2 O PROGRESSO NORMATIVO DO TRABALHO DOMÉSTICO NO BRASIL
Diferentemente das demais relações de trabalho, que são regulamentadas pela Consolidação das Leis do Trabalho (CLT), o trabalho doméstico é disciplinado, na legislação brasileira, pela Lei nº 5.859/1972.
A referida lei foi a primeira norma no ordenamento jurídico brasileiro que, sem dúvidas e discussões acerca de sua vigência, disciplinou a matéria trabalhista doméstica em âmbito nacional.
Após seu advento, surgiram a nova CRFB/1988, e a PEC 66/2012, como resposta à Convenção 189 da OIT e aos anseios da população, e, por fim, a tão esperada e polêmica EC 72/2013.
Para que se compreenda mais claramente o assunto faz-se necessária uma breve explanação acerca de da história dos direitos trabalhistas domésticos no cenário brasileiro.
2.1 Breves comentários históricos acerca dos direitos trabalhistas domésticos no cenário brasileiro anteriores à PEC 66/2012 e EC 72/2013
O labor doméstico surgiu no Brasil com a chegada dos escravos trazidos da África, os quais foram submetidos a diversos afazeres, inclusive o trabalho doméstico. Porém, não se fala, neste momento histórico, sobre nenhuma forma de proteção ao trabalho.
De origem etimológica latina (domus – casa), o trabalho doméstico realizado no âmbito residencial de outrem era disciplinado, inicialmente, no Brasil, pelas Ordenações do Reino. Posteriormente, o Código Civil de 1916 tratou do assunto, no capítulo referente à locação se serviços (art. 1.216 e ss.), que se aplicava às relações de trabalho em geral (BARROS, 2011, p. 267).
O empregado doméstico, durante muito tempo, ficou sem o amparo de uma legislação própria. Dessa maneira, o Código Civil de 1916 (CC/1916), no que se referia à locação de serviços, era aplicado subsidiariamente para regulamentar as relações trabalhistas domésticas.
Nessa época, não se falava em direito do trabalho como ramo autônomo da legislação brasileira.
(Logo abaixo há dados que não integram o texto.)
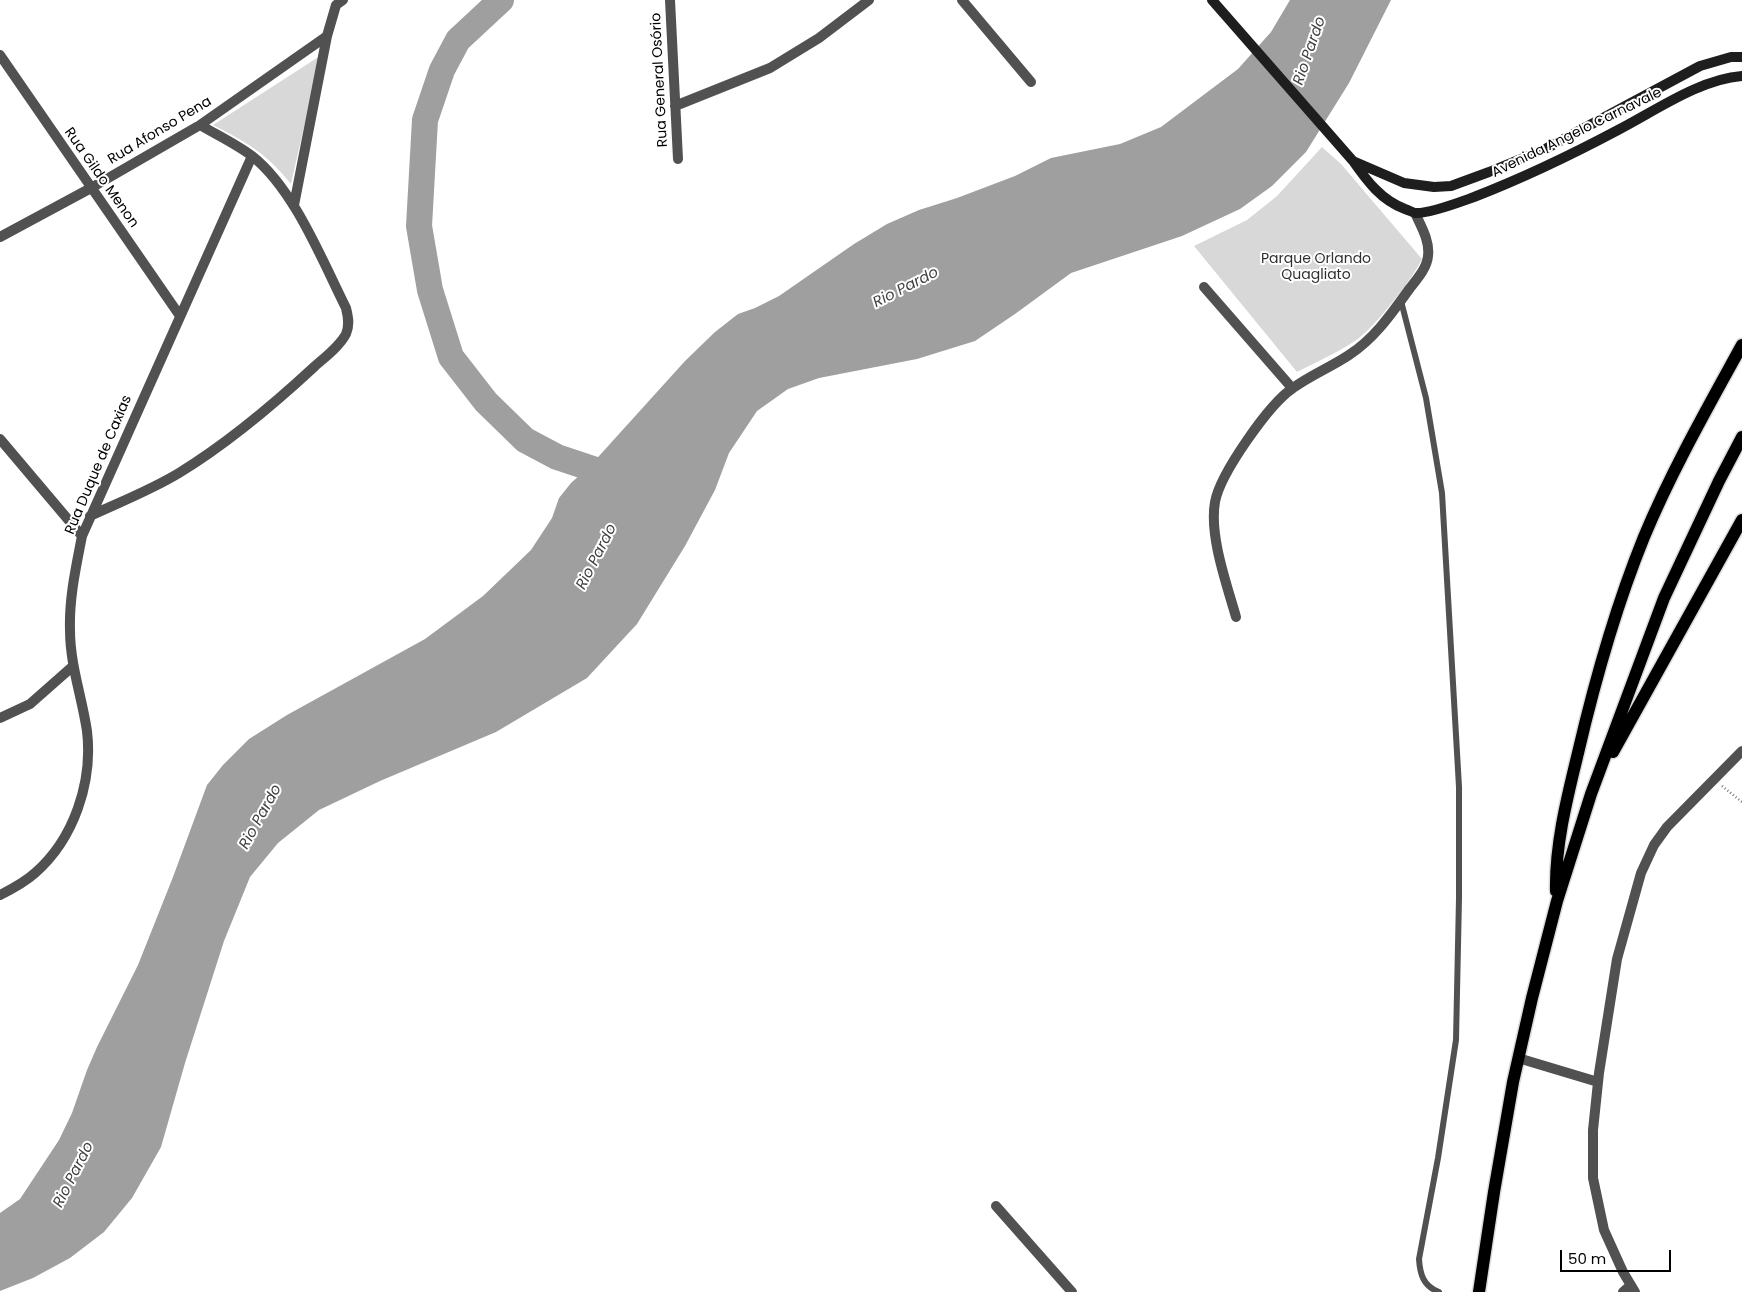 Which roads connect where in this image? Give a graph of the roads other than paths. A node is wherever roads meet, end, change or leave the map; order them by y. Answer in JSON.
{"nodes":[{"id":1,"x":670,"y":0,"type":"edge"},
{"id":2,"x":869,"y":0,"type":"edge"},
{"id":3,"x":962,"y":0,"type":"edge"},
{"id":4,"x":1212,"y":0,"type":"edge"},
{"id":5,"x":337,"y":2,"type":"edge"},
{"id":6,"x":327,"y":36,"type":"junction"},
{"id":7,"x":0,"y":55,"type":"edge"},
{"id":8,"x":1742,"y":56,"type":"edge"},
{"id":9,"x":1742,"y":76,"type":"edge"},
{"id":10,"x":1031,"y":82,"type":"dead end"},
{"id":11,"x":675,"y":106,"type":"junction"},
{"id":12,"x":200,"y":125,"type":"junction"},
{"id":13,"x":252,"y":156,"type":"junction"},
{"id":14,"x":678,"y":159,"type":"dead end"},
{"id":15,"x":1352,"y":161,"type":"junction"},
{"id":16,"x":91,"y":188,"type":"junction"},
{"id":17,"x":294,"y":206,"type":"junction"},
{"id":18,"x":1415,"y":213,"type":"junction"},
{"id":19,"x":0,"y":237,"type":"edge"},
{"id":20,"x":1204,"y":287,"type":"dead end"},
{"id":21,"x":1401,"y":301,"type":"junction"},
{"id":22,"x":180,"y":316,"type":"junction"},
{"id":23,"x":1742,"y":344,"type":"edge"},
{"id":24,"x":1292,"y":388,"type":"junction"},
{"id":25,"x":1742,"y":437,"type":"edge"},
{"id":26,"x":2,"y":446,"type":"edge"},
{"id":27,"x":90,"y":516,"type":"junction"},
{"id":28,"x":1742,"y":520,"type":"edge"},
{"id":29,"x":82,"y":536,"type":"junction"},
{"id":30,"x":1236,"y":618,"type":"dead end"},
{"id":31,"x":72,"y":667,"type":"junction"},
{"id":32,"x":0,"y":718,"type":"edge"},
{"id":33,"x":1742,"y":751,"type":"edge"},
{"id":34,"x":1591,"y":794,"type":"junction"},
{"id":35,"x":0,"y":895,"type":"edge"},
{"id":36,"x":1557,"y":901,"type":"junction"},
{"id":37,"x":1518,"y":1058,"type":"junction"},
{"id":38,"x":1598,"y":1082,"type":"junction"},
{"id":39,"x":996,"y":1206,"type":"dead end"},
{"id":40,"x":1633,"y":1288,"type":"edge"},
{"id":41,"x":1072,"y":1292,"type":"edge"},
{"id":42,"x":1440,"y":1292,"type":"edge"},
{"id":43,"x":1478,"y":1292,"type":"edge"},
{"id":44,"x":1623,"y":1292,"type":"edge"}],
"edges":[{"from":1,"to":11,"type":"street","name":"Rua General Osório"},
{"from":2,"to":11,"type":"street"},
{"from":3,"to":10,"type":"street"},
{"from":4,"to":15,"type":"main road","name":"Avenida Angelo Carnavale"},
{"from":5,"to":6,"type":"street"},
{"from":6,"to":12,"type":"street","name":"Rua Afonso Pena"},
{"from":6,"to":17,"type":"street"},
{"from":7,"to":16,"type":"street","name":"Rua Gildo Menon"},
{"from":8,"to":15,"type":"main road","name":"Avenida Angelo Carnavale"},
{"from":9,"to":18,"type":"main road","name":"Avenida Angelo Carnavale"},
{"from":11,"to":14,"type":"street","name":"Rua General Osório"},
{"from":12,"to":13,"type":"street"},
{"from":12,"to":16,"type":"street","name":"Rua Afonso Pena"},
{"from":13,"to":17,"type":"street"},
{"from":13,"to":22,"type":"street","name":"Rua Duque de Caxias"},
{"from":15,"to":18,"type":"main road","name":"Avenida Angelo Carnavale"},
{"from":16,"to":19,"type":"street","name":"Rua Afonso Pena"},
{"from":16,"to":22,"type":"street","name":"Rua Gildo Menon"},
{"from":17,"to":27,"type":"street"},
{"from":18,"to":21,"type":"street"},
{"from":20,"to":24,"type":"street"},
{"from":21,"to":24,"type":"street"},
{"from":21,"to":42,"type":"lane"},
{"from":22,"to":27,"type":"street","name":"Rua Duque de Caxias"},
{"from":23,"to":36,"type":"main road"},
{"from":24,"to":30,"type":"street"},
{"from":25,"to":34,"type":"main road"},
{"from":26,"to":29,"type":"street"},
{"from":27,"to":29,"type":"street","name":"Rua Duque de Caxias"},
{"from":28,"to":34,"type":"main road"},
{"from":29,"to":31,"type":"street","name":"Rua Duque de Caxias"},
{"from":31,"to":32,"type":"street"},
{"from":31,"to":35,"type":"street","name":"Rua Duque de Caxias"},
{"from":33,"to":38,"type":"street"},
{"from":34,"to":36,"type":"main road"},
{"from":36,"to":37,"type":"main road"},
{"from":37,"to":38,"type":"street"},
{"from":37,"to":43,"type":"main road"},
{"from":38,"to":40,"type":"street"},
{"from":39,"to":41,"type":"street"},
{"from":40,"to":44,"type":"street"}]}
Apesar da denominação “locação de serviço”, foi o CC/1916 que regulamentou muitos contratos trabalhistas, inclusive os domésticos, até que surgissem legislações trabalhistas específicas.
Em 1923, no âmbito do Distrito Federal, fora instituído o Decreto nº 16.107, que veio regulamentar os serviços dos domésticos e definia como trabalhador doméstico aqueles que exerciam as funções de cozinheiros e ajudantes, arrumadores, copeiros, jardineiros, lavadeiras, porteiros, damas de companhia, amas-secas ou de leite, entre outros.
Em 1941, foi editado o Decreto-Lei nº 3.078, que disciplinava a locação dos empregados em serviços domésticos. Seu artigo 1º definia: “São considerados empregados domésticos todos aquele que, de qualquer profissão ou mister, mediante remuneração, prestem serviços em residências particulares ou a benefício destas”. Esta foi a primeira norma de âmbito nacional a regulamentar o trabalho doméstico no Brasil.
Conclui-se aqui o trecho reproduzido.